Hello once again for another fantastical blog post. Wait what's going on you are writing this in the middle of the day? Are you feeling well? Yes imaginary person I invented just to ask me pointless questions so I can answer them and fill up space cause I secretly having nothing to post about, I am feeling fine. But I will not be able to blog later for I shall be at a sleepover. That means you get a wonderful post about my weekend events tomorrow! YAY!

So, what am I going to blog about now? Cause I have to since I promised to write a daily blog and I have already failed you once before and I have never forgiven myself for it even though none of you probably even care. BUT I CARE! Anywho...I need to write something now so lets see...I guess I could blog about... yeah I got nothing. Hmm. I'm in a bit of a pickle. 

Ok I got something. It may not be that interesting but you are going to read it and like it. Basically my thought process was I'm really looking forward to this sleepover, mainly because last year when I went it was awesome, So I thought, why not tell you all about the last one!
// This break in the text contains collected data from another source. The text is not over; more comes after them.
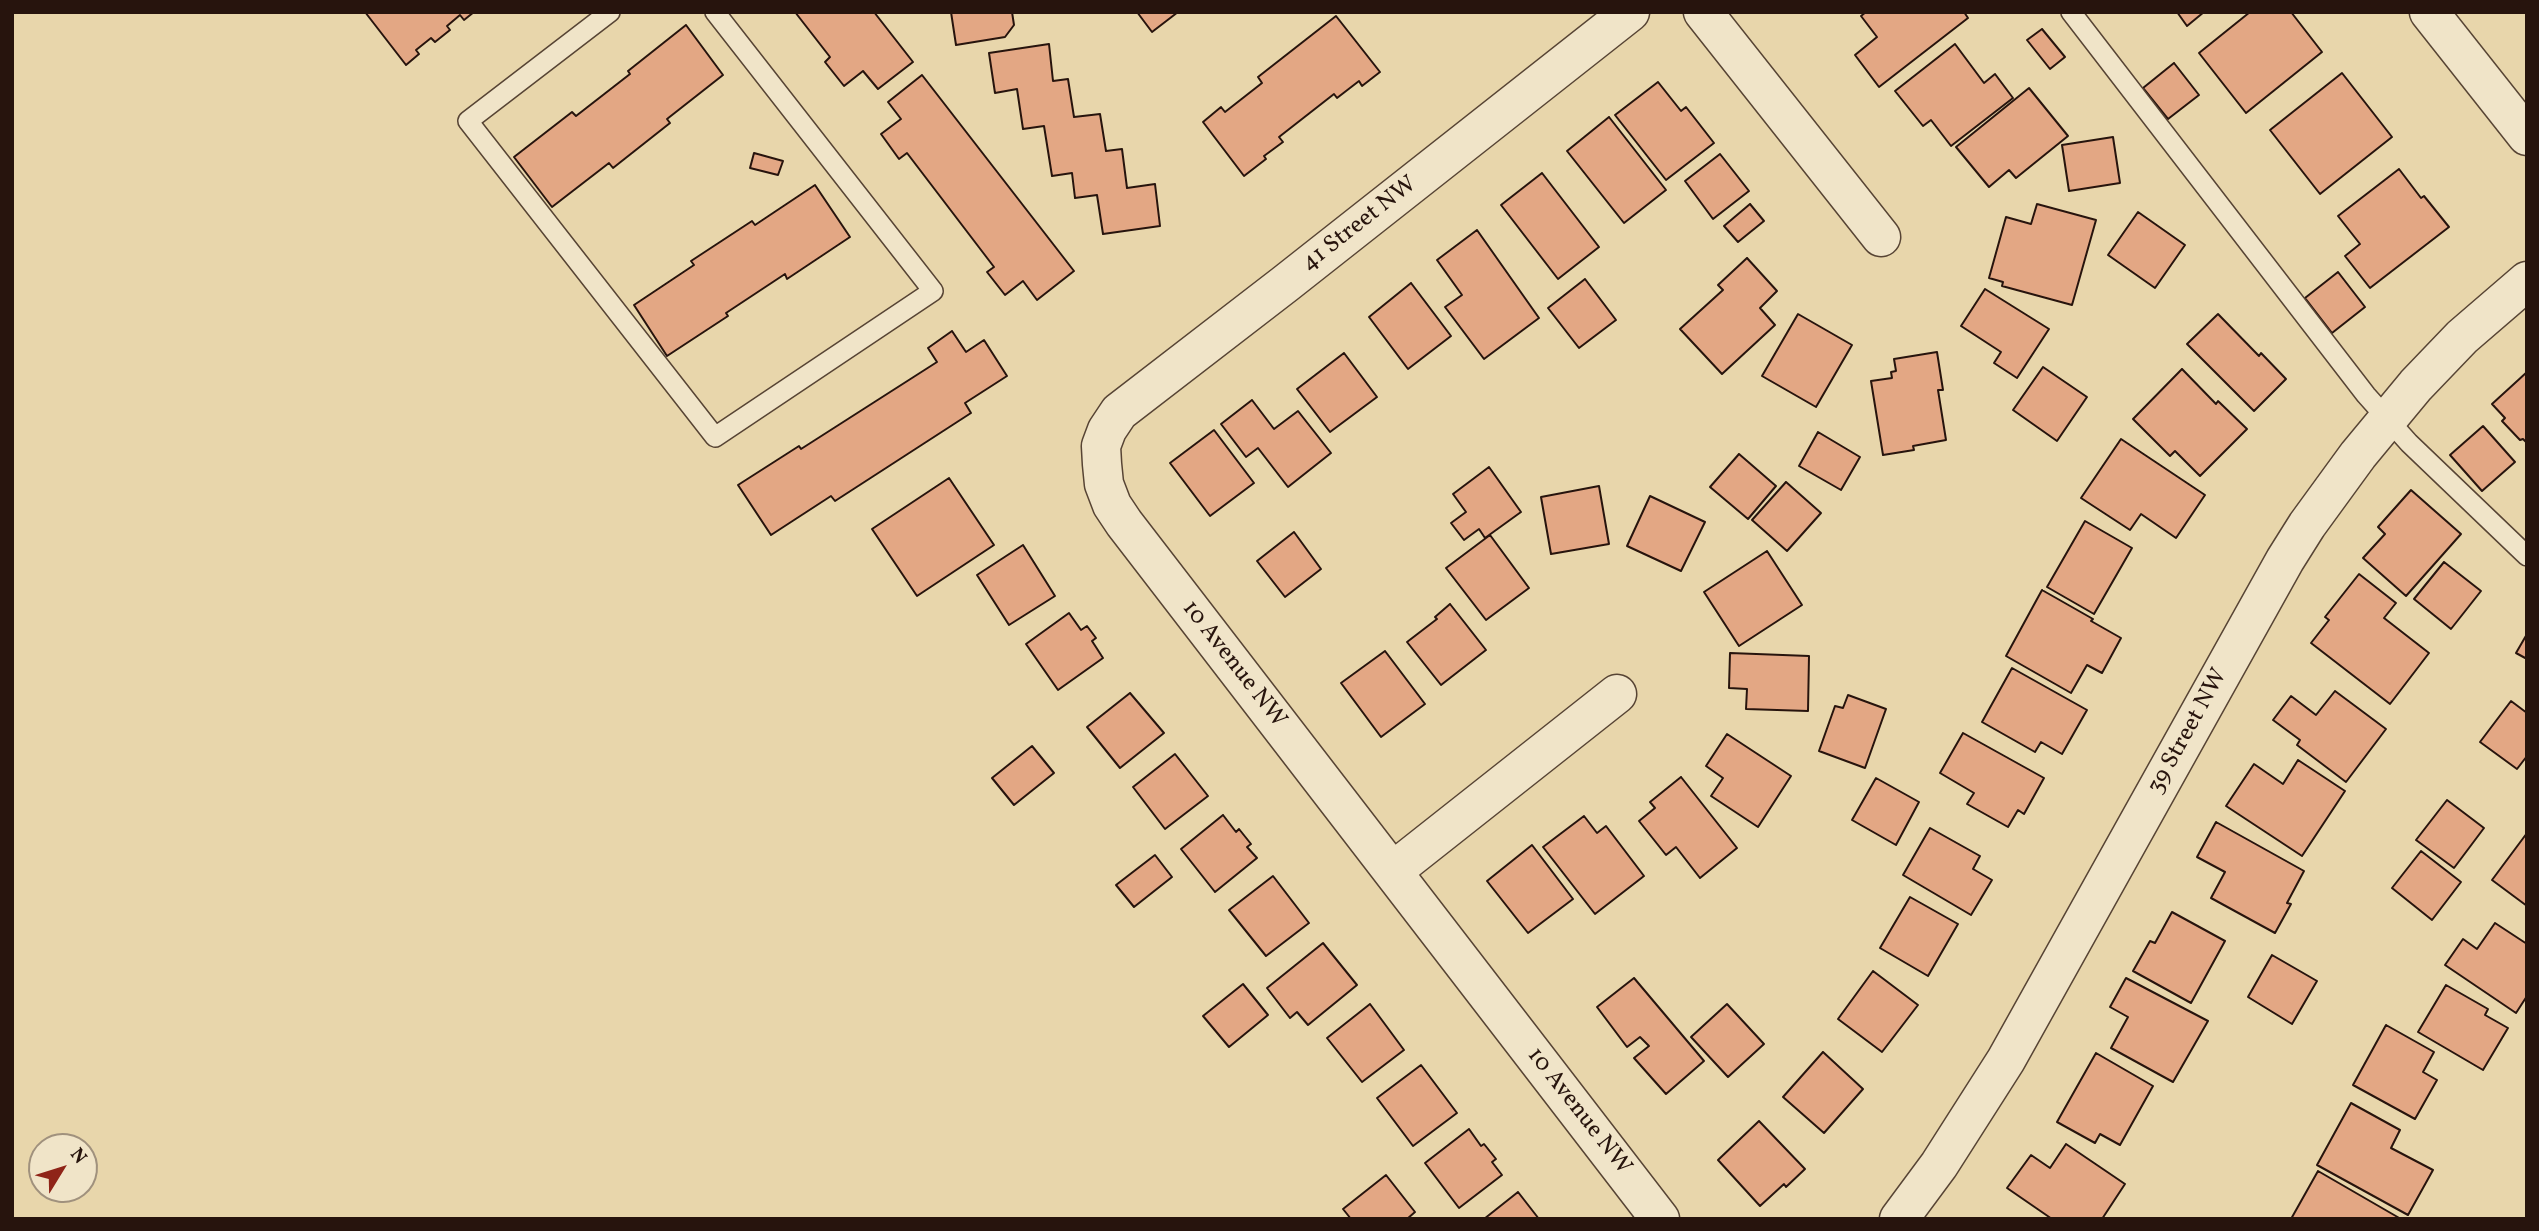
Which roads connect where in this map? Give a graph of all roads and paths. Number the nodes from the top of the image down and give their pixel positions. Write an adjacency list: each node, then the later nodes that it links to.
1 (610, 12): 2 (lane)
2 (715, 12)
3 (1630, 12): 11 (street, 41 Street NW)
4 (1703, 12): 8 (street)
5 (2071, 12): 10 (lane)
6 (2430, 12): 7 (street)
7 (2527, 136)
8 (1881, 237)
9 (2527, 281): 10 (street, 39 Street NW)
10 (2387, 419): 12 (lane); 16 (street, 39 Street NW)
11 (1101, 446): 14 (street, 10 Avenue NW)
12 (2527, 556)
13 (1617, 694): 14 (street)
14 (1393, 872): 15 (street, 10 Avenue NW)
15 (1660, 1219)
16 (1899, 1219)

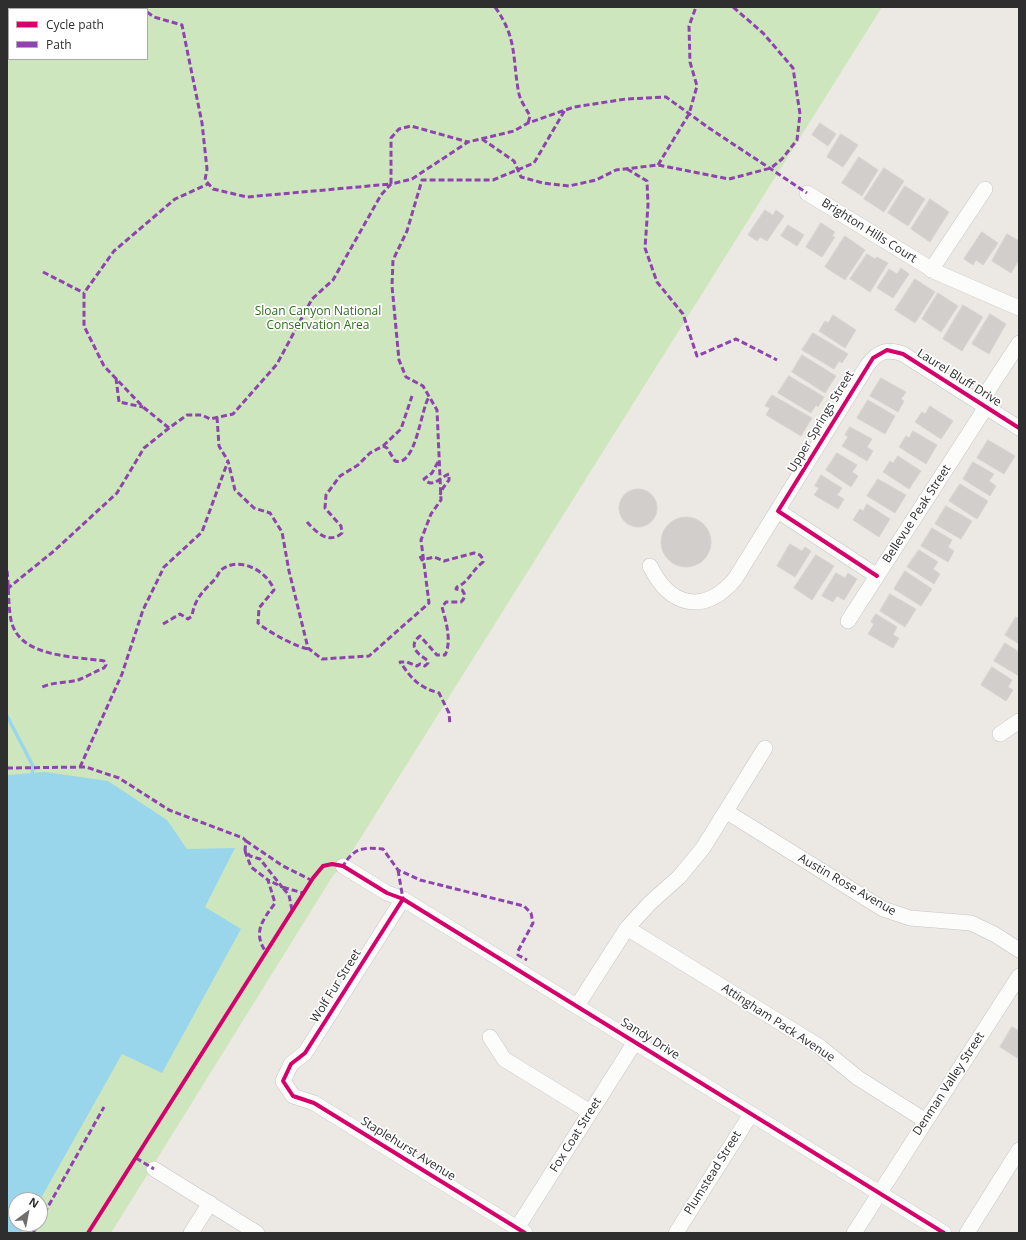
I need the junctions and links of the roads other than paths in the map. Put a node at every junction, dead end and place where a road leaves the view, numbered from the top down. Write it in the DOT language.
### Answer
graph roads {
  1 [pos="986,190"];
  2 [pos="807,193"];
  3 [pos="931,270"];
  4 [pos="1019,308"];
  5 [pos="1019,343"];
  6 [pos="887,350"];
  7 [pos="983,405"];
  8 [pos="1019,428"];
  9 [pos="778,511"];
  10 [pos="650,566"];
  11 [pos="878,576"];
  12 [pos="848,621"];
  13 [pos="1019,722"];
  14 [pos="1000,734"];
  15 [pos="765,748"];
  16 [pos="726,812"];
  17 [pos="343,866"];
  18 [pos="403,899"];
  19 [pos="627,928"];
  20 [pos="1019,950"];
  21 [pos="1019,976"];
  22 [pos="577,1006"];
  23 [pos="490,1037"];
  24 [pos="635,1042"];
  25 [pos="283,1081"];
  26 [pos="590,1112"];
  27 [pos="751,1114"];
  28 [pos="926,1121"];
  29 [pos="1019,1150"];
  30 [pos="154,1169"];
  31 [pos="880,1193"];
  32 [pos="210,1203"];
  33 [pos="521,1230"];
  34 [pos="191,1233"];
  35 [pos="257,1233"];
  36 [pos="676,1233"];
  37 [pos="854,1233"];
  38 [pos="944,1233"];
  39 [pos="967,1233"];
  1 -- 3 [label="street"];
  2 -- 3 [label="street, Brighton Hills Court"];
  3 -- 4 [label="street, Brighton Hills Court"];
  5 -- 7 [label="street, Bellevue Peak Street"];
  6 -- 7 [label="street, Laurel Bluff Drive"];
  6 -- 9 [label="street, Upper Springs Street"];
  7 -- 8 [label="street, Laurel Bluff Drive"];
  7 -- 11 [label="street, Bellevue Peak Street"];
  9 -- 10 [label="street, Upper Springs Street"];
  9 -- 11 [label="street"];
  11 -- 12 [label="street, Bellevue Peak Street"];
  13 -- 14 [label="street"];
  15 -- 16 [label="street"];
  16 -- 19 [label="street"];
  16 -- 20 [label="street, Austin Rose Avenue"];
  17 -- 18 [label="street, Sandy Drive"];
  18 -- 22 [label="street, Sandy Drive"];
  18 -- 25 [label="street, Wolf Fur Street"];
  19 -- 22 [label="street"];
  19 -- 28 [label="street, Attingham Pack Avenue"];
  21 -- 28 [label="street, Denman Valley Street"];
  22 -- 24 [label="street, Sandy Drive"];
  23 -- 26 [label="street"];
  24 -- 26 [label="street, Fox Coat Street"];
  24 -- 27 [label="street, Sandy Drive"];
  25 -- 33 [label="street, Staplehurst Avenue"];
  26 -- 33 [label="street, Fox Coat Street"];
  27 -- 31 [label="street, Sandy Drive"];
  27 -- 36 [label="street, Plumstead Street"];
  28 -- 31 [label="street, Denman Valley Street"];
  29 -- 39 [label="street"];
  30 -- 32 [label="street"];
  31 -- 37 [label="street, Denman Valley Street"];
  31 -- 38 [label="street, Sandy Drive"];
  32 -- 34 [label="street"];
  32 -- 35 [label="street"];
}
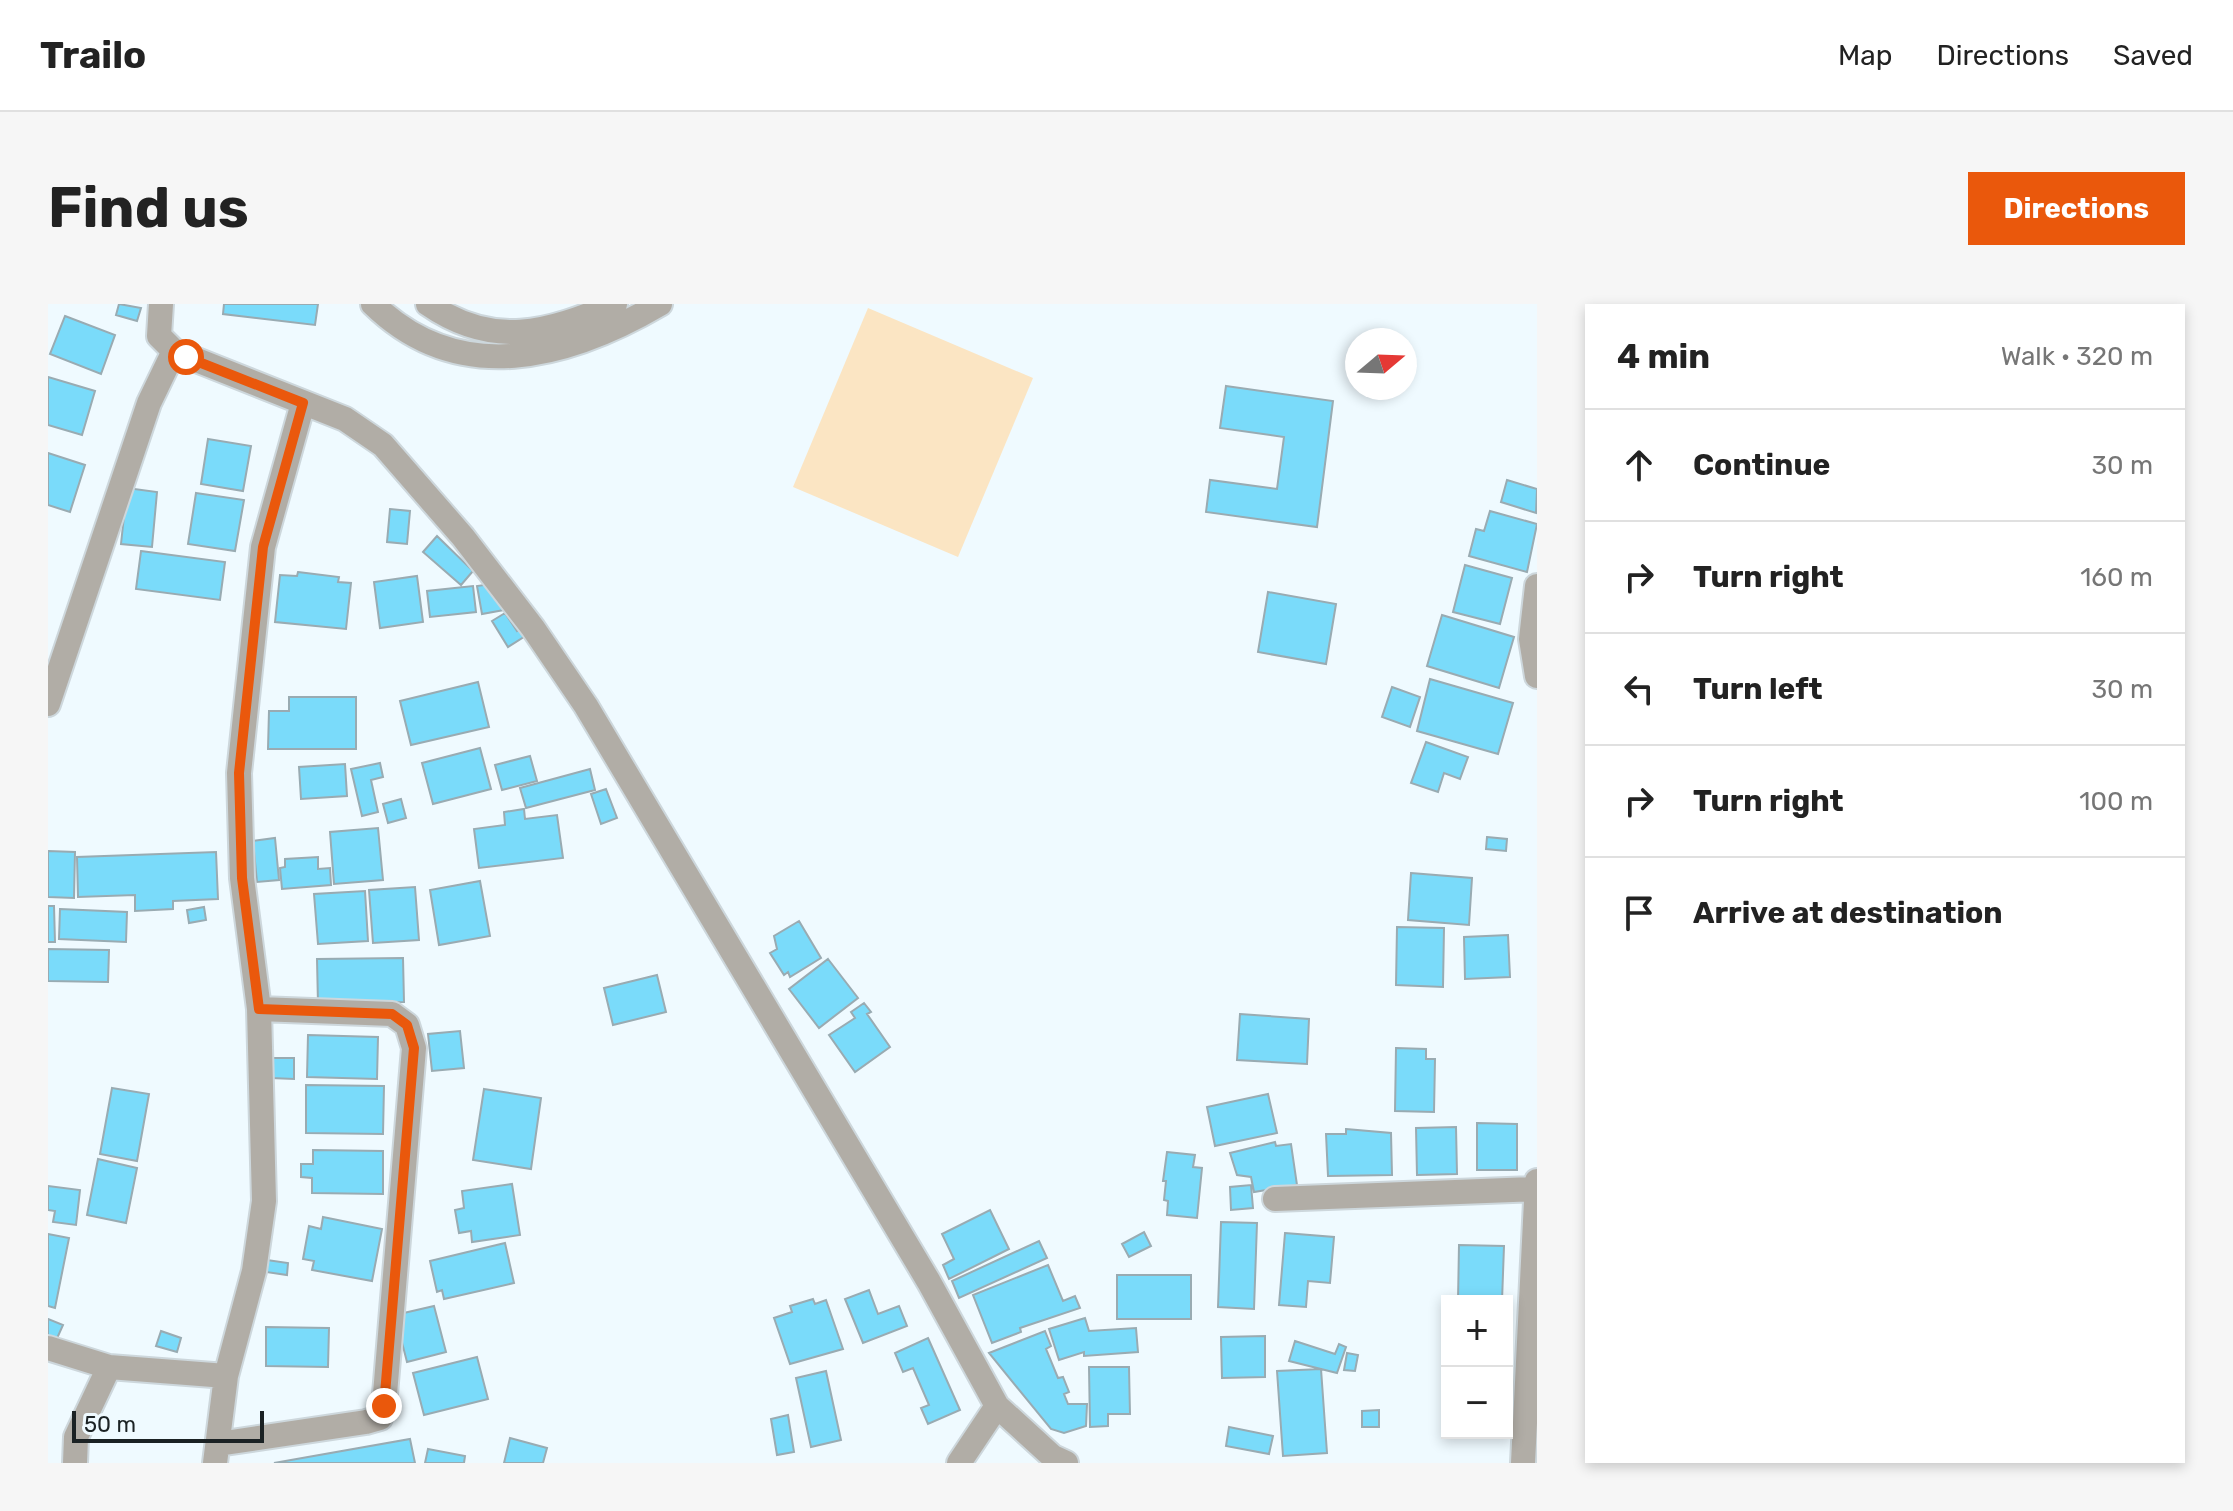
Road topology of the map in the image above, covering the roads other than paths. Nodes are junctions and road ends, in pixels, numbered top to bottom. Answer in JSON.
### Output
{"nodes":[{"id":1,"x":161,"y":304,"type":"edge"},
{"id":2,"x":373,"y":304,"type":"edge"},
{"id":3,"x":428,"y":304,"type":"edge"},
{"id":4,"x":615,"y":304,"type":"edge"},
{"id":5,"x":660,"y":304,"type":"edge"},
{"id":6,"x":174,"y":351,"type":"junction"},
{"id":7,"x":303,"y":403,"type":"junction"},
{"id":8,"x":1537,"y":586,"type":"edge"},
{"id":9,"x":1537,"y":676,"type":"edge"},
{"id":10,"x":48,"y":704,"type":"edge"},
{"id":11,"x":259,"y":1009,"type":"junction"},
{"id":12,"x":1537,"y":1181,"type":"edge"},
{"id":13,"x":1536,"y":1189,"type":"edge"},
{"id":14,"x":1275,"y":1199,"type":"dead end"},
{"id":15,"x":48,"y":1348,"type":"edge"},
{"id":16,"x":109,"y":1367,"type":"junction"},
{"id":17,"x":226,"y":1376,"type":"junction"},
{"id":18,"x":997,"y":1406,"type":"junction"},
{"id":19,"x":217,"y":1454,"type":"edge"},
{"id":20,"x":75,"y":1463,"type":"edge"},
{"id":21,"x":959,"y":1463,"type":"edge"},
{"id":22,"x":1066,"y":1463,"type":"edge"},
{"id":23,"x":1523,"y":1463,"type":"edge"}],
"edges":[{"from":1,"to":6,"type":"street"},
{"from":2,"to":5,"type":"street"},
{"from":3,"to":4,"type":"street"},
{"from":6,"to":7,"type":"street"},
{"from":6,"to":10,"type":"street"},
{"from":7,"to":11,"type":"street"},
{"from":7,"to":18,"type":"street"},
{"from":8,"to":9,"type":"street"},
{"from":11,"to":17,"type":"street"},
{"from":11,"to":19,"type":"street"},
{"from":12,"to":13,"type":"street"},
{"from":13,"to":14,"type":"street"},
{"from":13,"to":23,"type":"street"},
{"from":15,"to":16,"type":"street"},
{"from":16,"to":17,"type":"street"},
{"from":16,"to":20,"type":"street"},
{"from":17,"to":19,"type":"street"},
{"from":18,"to":21,"type":"street"},
{"from":18,"to":22,"type":"street"}]}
Well it was about the same time last year and my friend Paige had a sleepover for her birthday. We all slept in a Teepee for the night in her garden and it was awesome. We played with balloons and had this strange game with dares and stuff. We watched some films and we cuddled with some bunnies and guinea pigs. Oh they were so cute. Then we went back into the teepee tent and chatted and ate and then after it got dark we forgot to put one of Paige's rabbits back in it's cage. OOPS! So we all went out with phone flashlights and tried to hunt down the creature. It ran under a shed and from there it was mission impossible. Some of us were going round the back and getting sticks to try and poke her to run to someone at either end, but this wasn't working and some people just gave up and went back into the tent, but not me. I stayed and ended up scratching my arm because of the shed :/ But guys it was all ok. Because we found this large stick which Paige tried to use to poke the rabbit my way but she pushed it too far under the shed and couldn't get it back. But luckily I could reach the stick but after trying to pull it out and move it to where the rabbit had moved to I managed to snap it in half. But I had a master plan. I put one half of the stick under the shed and pushed it towards the rabbit as far as I could, then using the other half I pushed the stick even further and it gave her a little nudge and she ran to Paige and all was good!

Then after all that excitement we went back into the tent and some people decided to settle down and sleep. I stayed up and Jessie and I realised Pac-man was a Pac-Schlut and then Giancarlo snuggled up to her as he slept so we took some photographic evidence. Then she fell asleep and it was just Paige and I chitchatting and throwing stuff and Lish and Claire while they slept. In the morning we all realised that Amy and Kez had hoarded a bunch of sweets from the previous night, and then we played some twister and that's all i can really remember.

So yeah. A post today earlier than usual. Hope you enjoyed the wonderful story of last year. Not many people are going this time round but I hope it can be as fun! Yeah so I best got get ready, See you in the 'morrow!